> What is needed
Show every line of the data that contains the string "UERDINGER".

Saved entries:
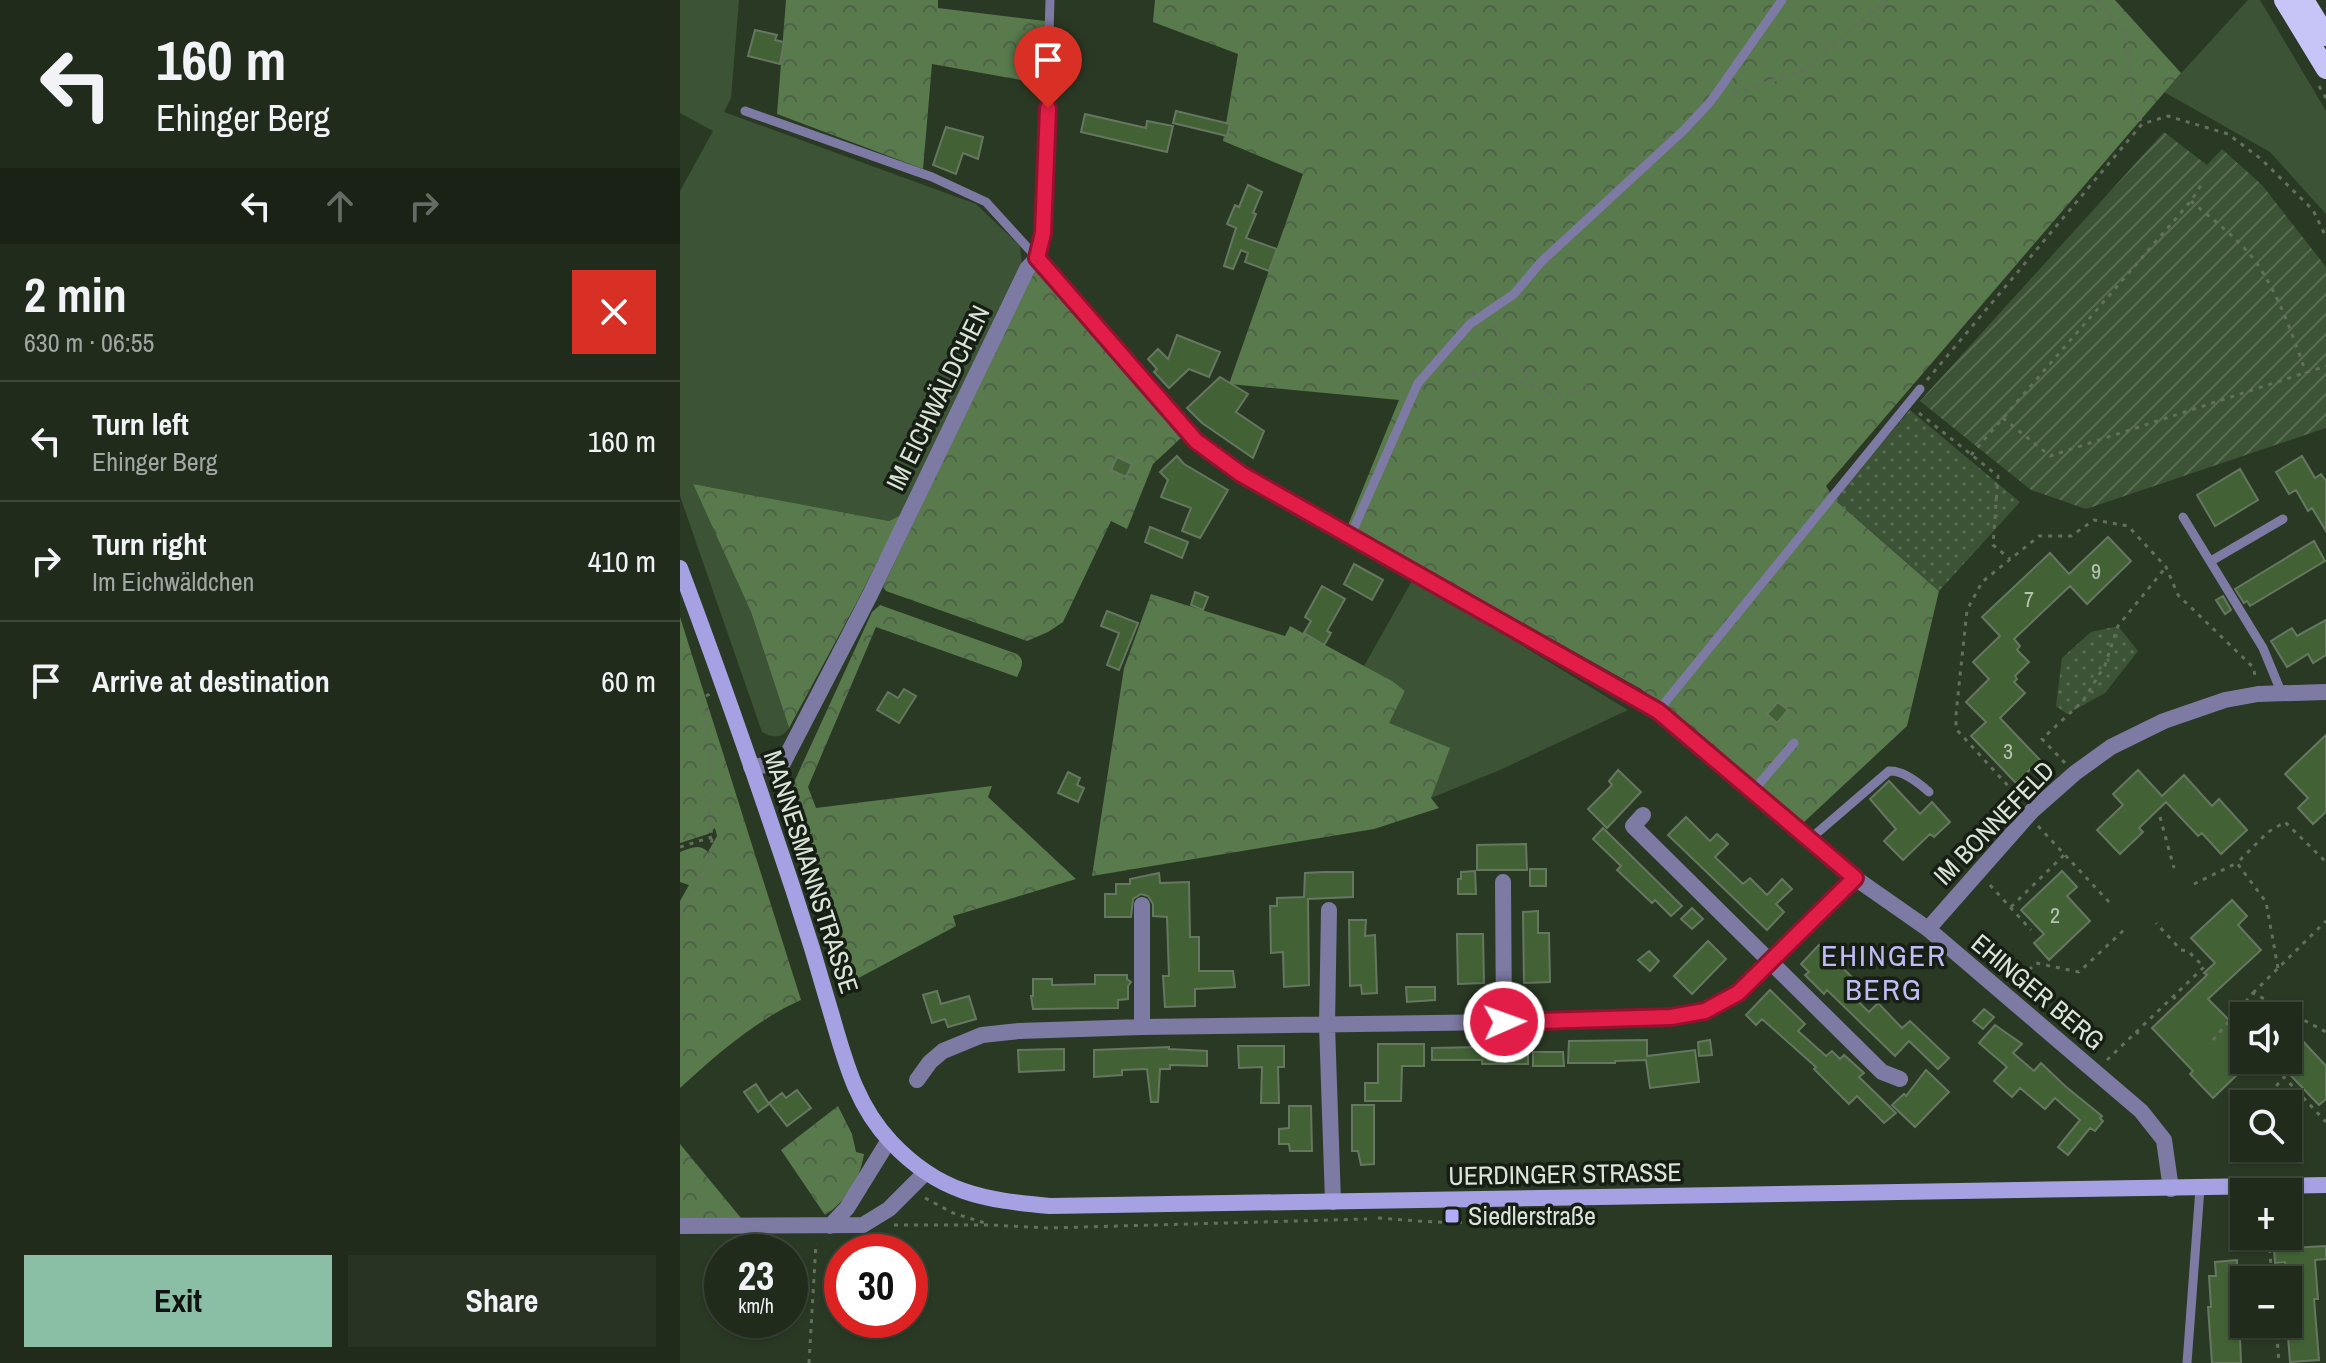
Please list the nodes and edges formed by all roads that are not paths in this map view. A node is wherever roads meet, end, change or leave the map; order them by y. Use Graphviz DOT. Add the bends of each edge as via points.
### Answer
graph roads {
  1 [pos="1050,0"];
  2 [pos="1782,0"];
  3 [pos="2284,0"];
  4 [pos="2304,0"];
  5 [pos="2326,36"];
  6 [pos="2326,69"];
  7 [pos="745,111"];
  8 [pos="1037,258"];
  9 [pos="1920,389"];
  10 [pos="2183,517"];
  11 [pos="2283,519"];
  12 [pos="1350,537"];
  13 [pos="2211,561"];
  14 [pos="680,568"];
  15 [pos="2326,692"];
  16 [pos="2282,694"];
  17 [pos="1658,711"];
  18 [pos="1794,743"];
  19 [pos="751,767"];
  20 [pos="1753,791"];
  21 [pos="1929,792"];
  22 [pos="1643,815"];
  23 [pos="1810,839"];
  24 [pos="1855,878"];
  25 [pos="1503,882"];
  26 [pos="1142,905"];
  27 [pos="1329,910"];
  28 [pos="1928,929"];
  29 [pos="1770,962"];
  30 [pos="1504,1022"];
  31 [pos="1327,1025"];
  32 [pos="1142,1027"];
  33 [pos="1900,1079"];
  34 [pos="917,1080"];
  35 [pos="889,1140"];
  36 [pos="925,1173"];
  37 [pos="2326,1185"];
  38 [pos="2200,1188"];
  39 [pos="2171,1189"];
  40 [pos="1333,1202"];
  41 [pos="680,1226"];
  42 [pos="824,1226"];
  43 [pos="2187,1363"];
  1 -- 8 [label="lane, IM EICHWÄLDCHEN" via="1043,233"];
  2 -- 12 [label="lane" via="1711,101 1684,130 1541,262 1514,294 1470,324 1418,383"];
  3 -- 6 [label="main road"];
  4 -- 5 [label="main road"];
  7 -- 8 [label="lane" via="932,177 986,202"];
  8 -- 12 [label="street, EHINGER BERG" via="1196,441 1241,474"];
  8 -- 19 [label="street, IM EICHWÄLDCHEN" via="783,763"];
  9 -- 17 [label="lane"];
  10 -- 13 [label="lane"];
  11 -- 13 [label="lane"];
  12 -- 17 [label="street, EHINGER BERG"];
  13 -- 16 [label="lane" via="2263,648"];
  14 -- 19 [label="main road, MANNESMANNSTRASSE"];
  15 -- 16 [label="street, IM BONNEFELD"];
  16 -- 28 [label="street, IM BONNEFELD" via="2225,700 2111,747 2030,814"];
  17 -- 20 [label="street, EHINGER BERG"];
  18 -- 20 [label="lane"];
  19 -- 35 [label="main road, MANNESMANNSTRASSE" via="851,1081"];
  20 -- 23 [label="street, EHINGER BERG"];
  21 -- 23 [label="lane" via="1889,771"];
  22 -- 29 [label="street" via="1633,826"];
  23 -- 24 [label="street, EHINGER BERG"];
  24 -- 28 [label="street, EHINGER BERG"];
  24 -- 29 [label="street"];
  25 -- 30 [label="street"];
  26 -- 32 [label="street"];
  27 -- 31 [label="street"];
  28 -- 39 [label="street, EHINGER BERG" via="2141,1111 2164,1140"];
  29 -- 30 [label="street" via="1738,993 1705,1011 1671,1017"];
  29 -- 33 [label="street" via="1882,1072"];
  30 -- 31 [label="street"];
  31 -- 32 [label="street"];
  31 -- 40 [label="street"];
  32 -- 34 [label="street" via="982,1035 943,1051"];
  35 -- 36 [label="main road, MANNESMANNSTRASSE"];
  35 -- 42 [label="street" via="847,1208"];
  36 -- 40 [label="main road, UERDINGER STRASSE" via="982,1197 1050,1206"];
  36 -- 42 [label="street" via="889,1209 863,1225"];
  37 -- 38 [label="main road, UERDINGER STRASSE"];
  38 -- 39 [label="main road, UERDINGER STRASSE"];
  38 -- 43 [label="lane"];
  39 -- 40 [label="main road, UERDINGER STRASSE"];
  41 -- 42 [label="street"];
}
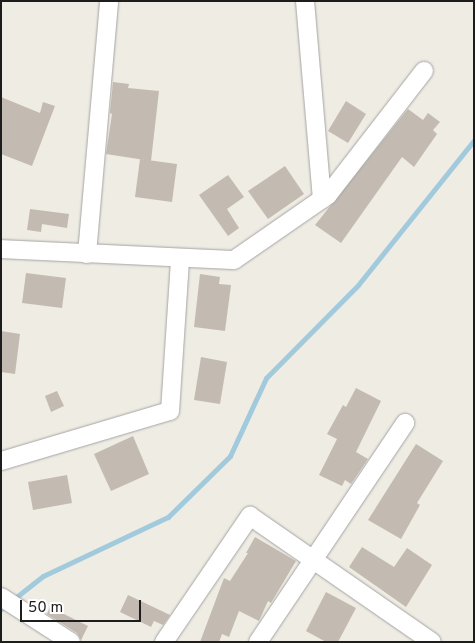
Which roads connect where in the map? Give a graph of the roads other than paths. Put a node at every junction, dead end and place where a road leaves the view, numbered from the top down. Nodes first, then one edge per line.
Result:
1 (109, 1) edge
2 (305, 1) edge
3 (424, 71) dead end
4 (322, 199) junction
5 (1, 249) edge
6 (87, 254) junction
7 (180, 258) junction
8 (405, 422) dead end
9 (1, 461) edge
10 (313, 560) junction
11 (1, 598) edge
12 (70, 642) edge
13 (164, 642) edge
14 (258, 642) edge
15 (432, 642) edge

1 - 6 street
2 - 4 street
3 - 4 street
4 - 7 street
5 - 6 street
6 - 7 street
7 - 9 street
8 - 10 street
10 - 13 street
10 - 14 street
10 - 15 street
11 - 12 street

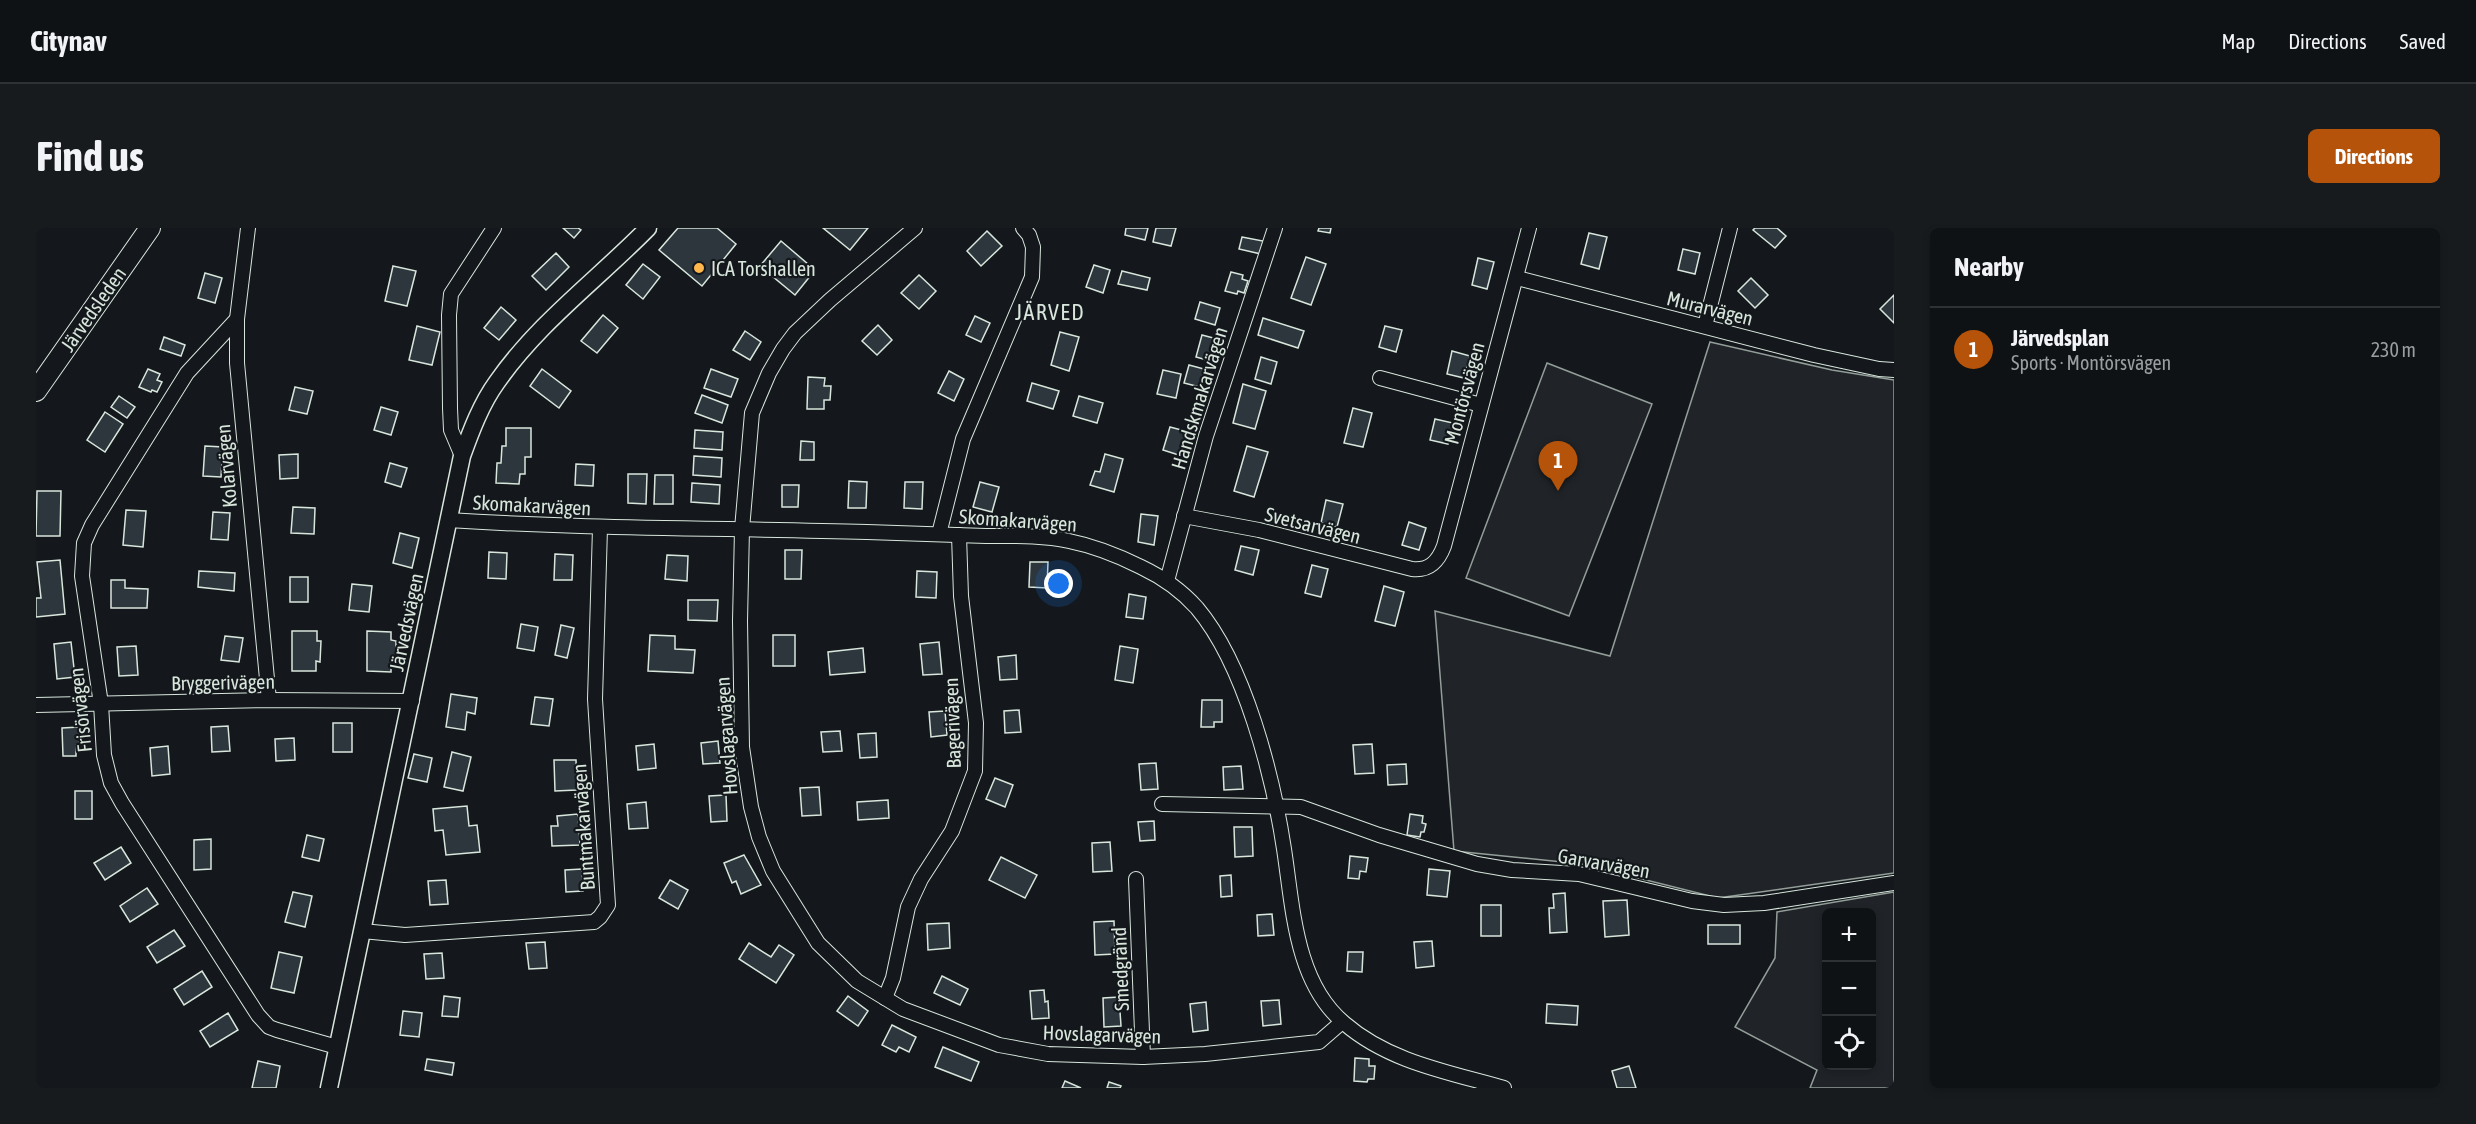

> Response for this exercise
  36 -- 40 [label="main road, UERDINGER STRASSE" via="982,1197 1050,1206"];
  37 -- 38 [label="main road, UERDINGER STRASSE"];
  38 -- 39 [label="main road, UERDINGER STRASSE"];
  39 -- 40 [label="main road, UERDINGER STRASSE"];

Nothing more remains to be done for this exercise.